___ Information shown ___

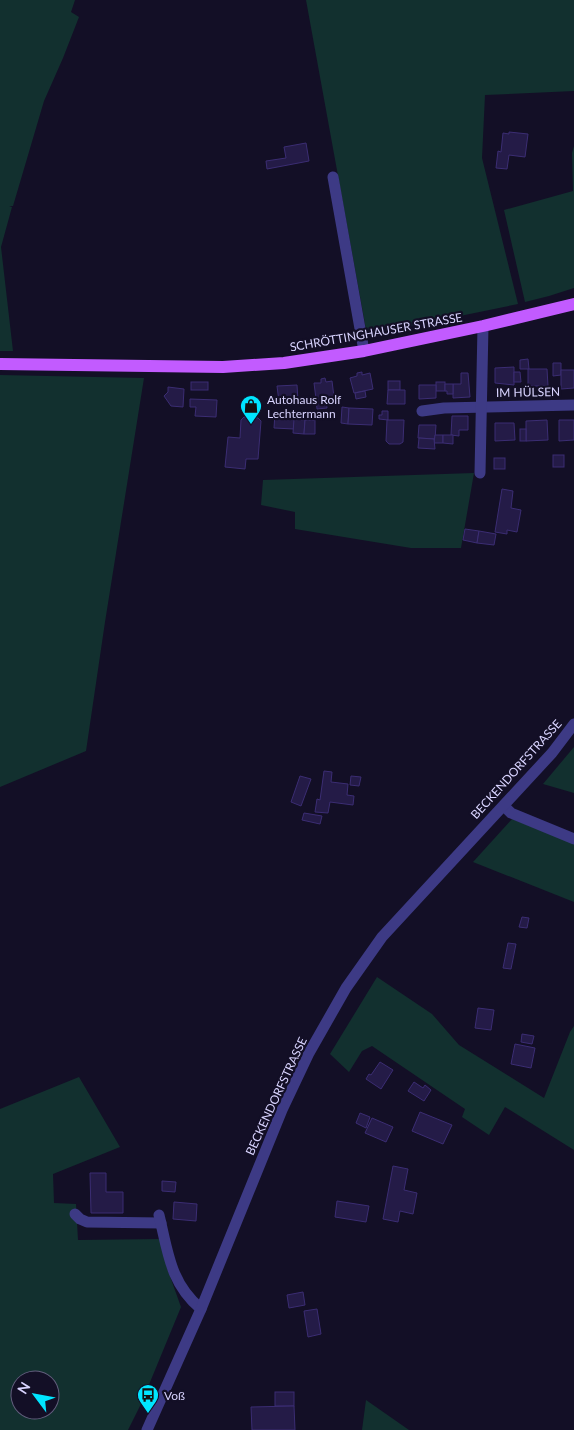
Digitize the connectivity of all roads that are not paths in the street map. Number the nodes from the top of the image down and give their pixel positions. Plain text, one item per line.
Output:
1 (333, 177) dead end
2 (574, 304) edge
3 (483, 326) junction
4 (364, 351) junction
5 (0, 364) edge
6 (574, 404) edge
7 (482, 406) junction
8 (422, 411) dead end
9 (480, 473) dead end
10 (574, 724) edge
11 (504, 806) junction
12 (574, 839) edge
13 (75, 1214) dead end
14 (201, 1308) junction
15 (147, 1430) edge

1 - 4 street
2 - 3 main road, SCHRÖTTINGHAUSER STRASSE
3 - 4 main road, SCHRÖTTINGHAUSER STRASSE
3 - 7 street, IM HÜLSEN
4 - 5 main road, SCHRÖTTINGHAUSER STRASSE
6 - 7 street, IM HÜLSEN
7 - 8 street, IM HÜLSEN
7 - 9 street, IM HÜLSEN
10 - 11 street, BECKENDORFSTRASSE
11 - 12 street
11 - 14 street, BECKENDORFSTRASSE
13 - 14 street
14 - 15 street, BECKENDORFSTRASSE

___

#### Problem to work on
Restate the data word for word, minus any images.

#### Answer to this task
Digitize the connectivity of all roads that are not paths in the street map. Number the nodes from the top of the image down and give their pixel positions. Plain text, one item per line.
Output:
1 (333, 177) dead end
2 (574, 304) edge
3 (483, 326) junction
4 (364, 351) junction
5 (0, 364) edge
6 (574, 404) edge
7 (482, 406) junction
8 (422, 411) dead end
9 (480, 473) dead end
10 (574, 724) edge
11 (504, 806) junction
12 (574, 839) edge
13 (75, 1214) dead end
14 (201, 1308) junction
15 (147, 1430) edge

1 - 4 street
2 - 3 main road, SCHRÖTTINGHAUSER STRASSE
3 - 4 main road, SCHRÖTTINGHAUSER STRASSE
3 - 7 street, IM HÜLSEN
4 - 5 main road, SCHRÖTTINGHAUSER STRASSE
6 - 7 street, IM HÜLSEN
7 - 8 street, IM HÜLSEN
7 - 9 street, IM HÜLSEN
10 - 11 street, BECKENDORFSTRASSE
11 - 12 street
11 - 14 street, BECKENDORFSTRASSE
13 - 14 street
14 - 15 street, BECKENDORFSTRASSE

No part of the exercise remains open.